WHAT NEEDS TO BE DONE:
The whole listing below must be printed again exactly, images excluded.

--- DATA IN THIS EXERCISE ---

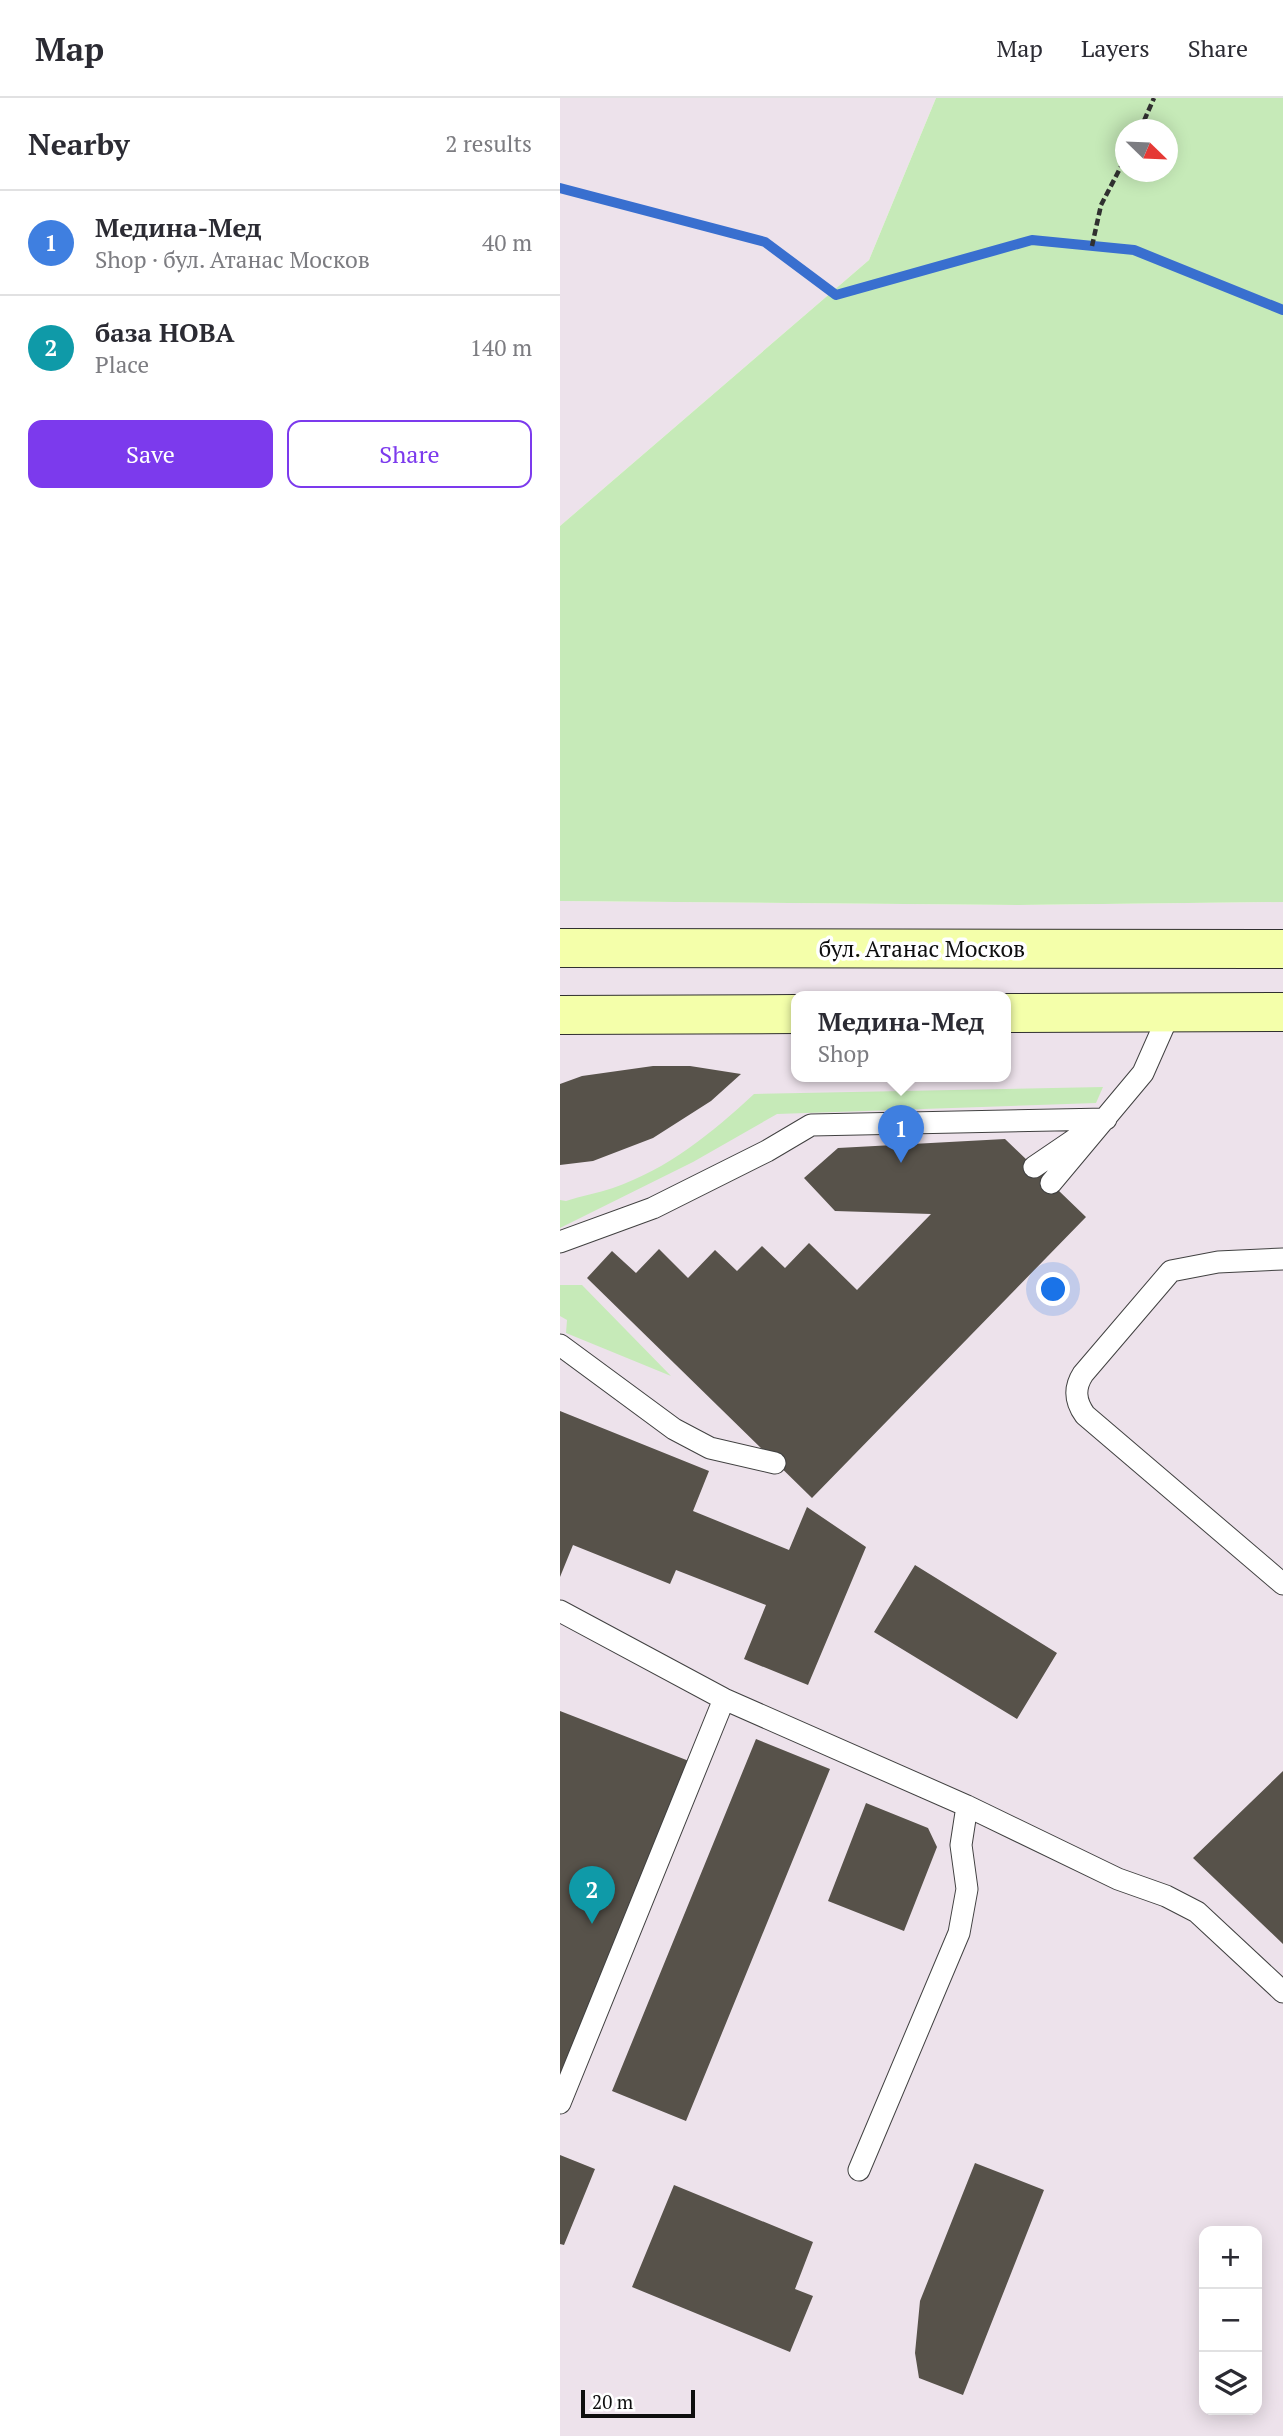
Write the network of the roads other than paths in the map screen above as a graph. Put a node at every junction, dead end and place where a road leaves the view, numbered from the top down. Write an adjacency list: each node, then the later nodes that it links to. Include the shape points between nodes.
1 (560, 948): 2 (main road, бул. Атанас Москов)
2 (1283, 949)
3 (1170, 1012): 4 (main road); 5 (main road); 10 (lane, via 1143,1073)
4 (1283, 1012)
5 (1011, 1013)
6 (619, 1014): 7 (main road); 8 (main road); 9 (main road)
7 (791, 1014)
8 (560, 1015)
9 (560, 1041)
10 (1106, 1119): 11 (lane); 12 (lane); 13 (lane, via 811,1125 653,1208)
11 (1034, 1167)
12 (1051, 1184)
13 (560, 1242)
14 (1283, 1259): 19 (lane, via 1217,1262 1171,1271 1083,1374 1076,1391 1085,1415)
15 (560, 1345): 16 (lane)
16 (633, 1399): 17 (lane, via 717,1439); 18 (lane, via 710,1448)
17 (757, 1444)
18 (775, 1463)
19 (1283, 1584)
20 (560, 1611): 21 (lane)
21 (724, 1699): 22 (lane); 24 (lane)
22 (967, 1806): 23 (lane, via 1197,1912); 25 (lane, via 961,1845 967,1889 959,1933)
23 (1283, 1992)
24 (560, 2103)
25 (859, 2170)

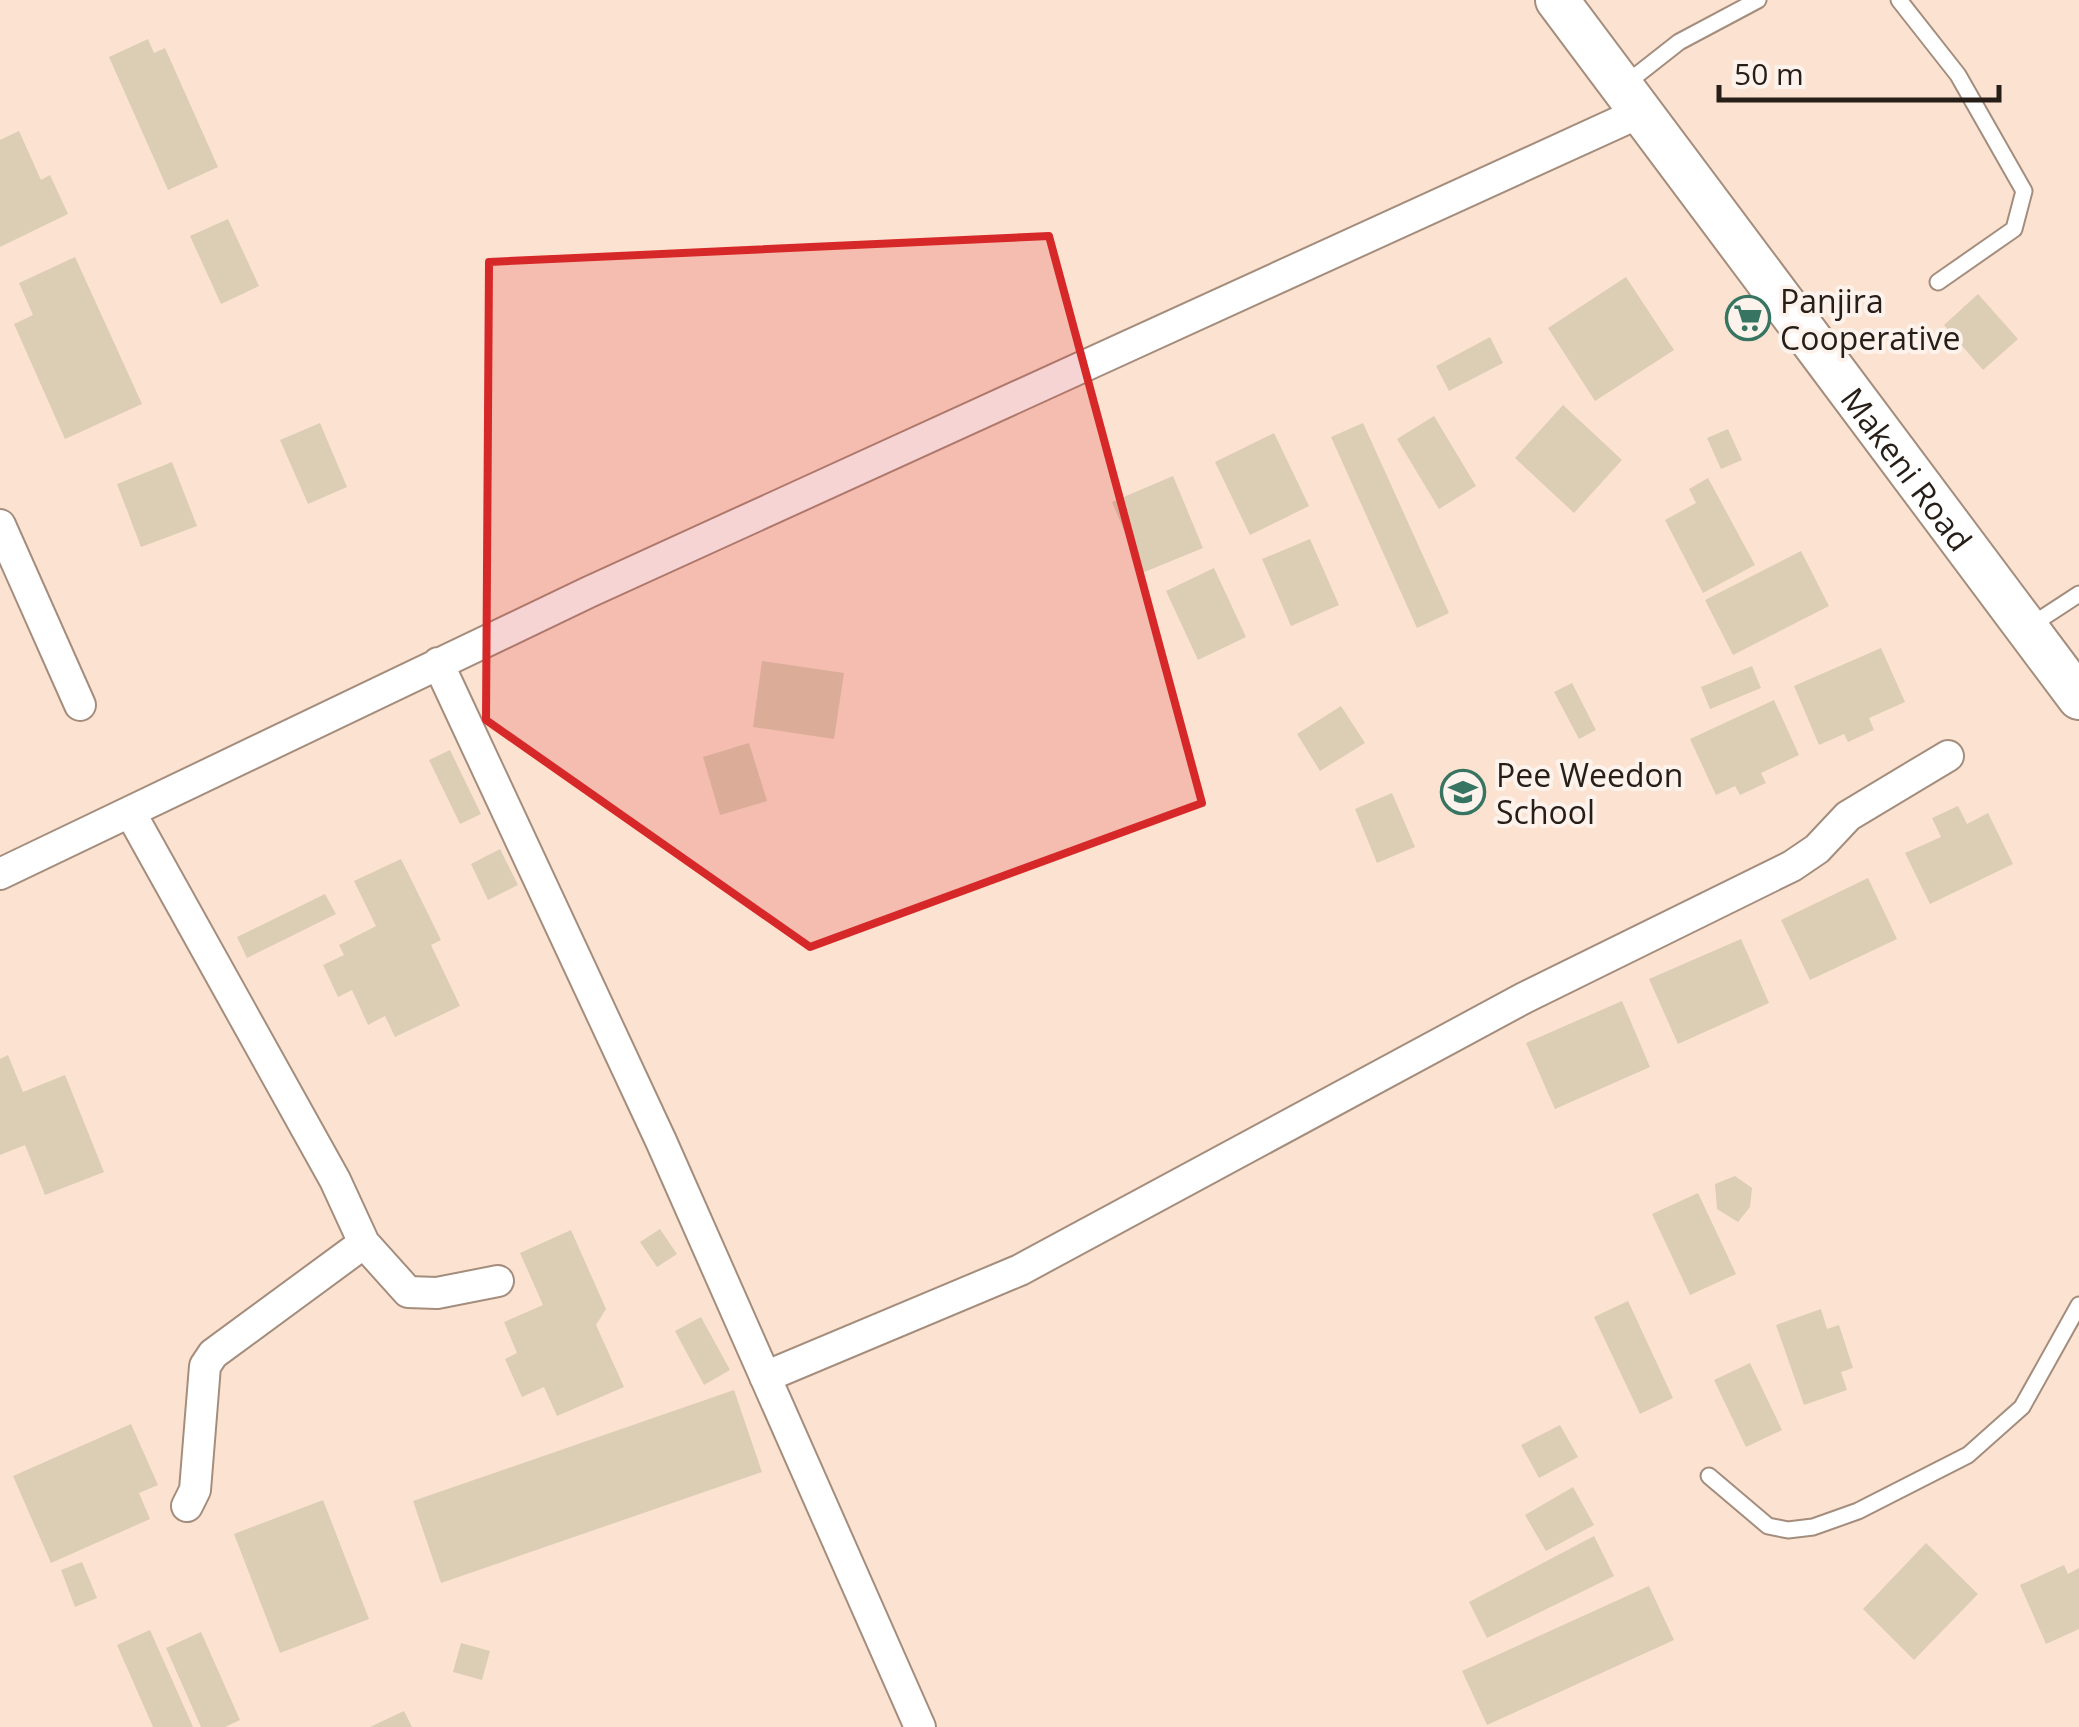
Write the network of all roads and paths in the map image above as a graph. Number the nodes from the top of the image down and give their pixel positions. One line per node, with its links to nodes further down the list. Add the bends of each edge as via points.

---

EXERCISE RESULT:
Write the network of the roads other than paths in the map screen above as a graph. Put a node at every junction, dead end and place where a road leaves the view, numbered from the top down. Write an adjacency list: each node, then the later nodes that it links to. Include the shape points between nodes.
1 (560, 948): 2 (main road, бул. Атанас Москов)
2 (1283, 949)
3 (1170, 1012): 4 (main road); 5 (main road); 10 (lane, via 1143,1073)
4 (1283, 1012)
5 (1011, 1013)
6 (619, 1014): 7 (main road); 8 (main road); 9 (main road)
7 (791, 1014)
8 (560, 1015)
9 (560, 1041)
10 (1106, 1119): 11 (lane); 12 (lane); 13 (lane, via 811,1125 653,1208)
11 (1034, 1167)
12 (1051, 1184)
13 (560, 1242)
14 (1283, 1259): 19 (lane, via 1217,1262 1171,1271 1083,1374 1076,1391 1085,1415)
15 (560, 1345): 16 (lane)
16 (633, 1399): 17 (lane, via 717,1439); 18 (lane, via 710,1448)
17 (757, 1444)
18 (775, 1463)
19 (1283, 1584)
20 (560, 1611): 21 (lane)
21 (724, 1699): 22 (lane); 24 (lane)
22 (967, 1806): 23 (lane, via 1197,1912); 25 (lane, via 961,1845 967,1889 959,1933)
23 (1283, 1992)
24 (560, 2103)
25 (859, 2170)

Write the network of all roads and paths in the map image above as a graph. Number the nodes from the top of the image down and give their pixel positions. One line per node, with its links to nodes further down the list. Add the bends of each edge as via points.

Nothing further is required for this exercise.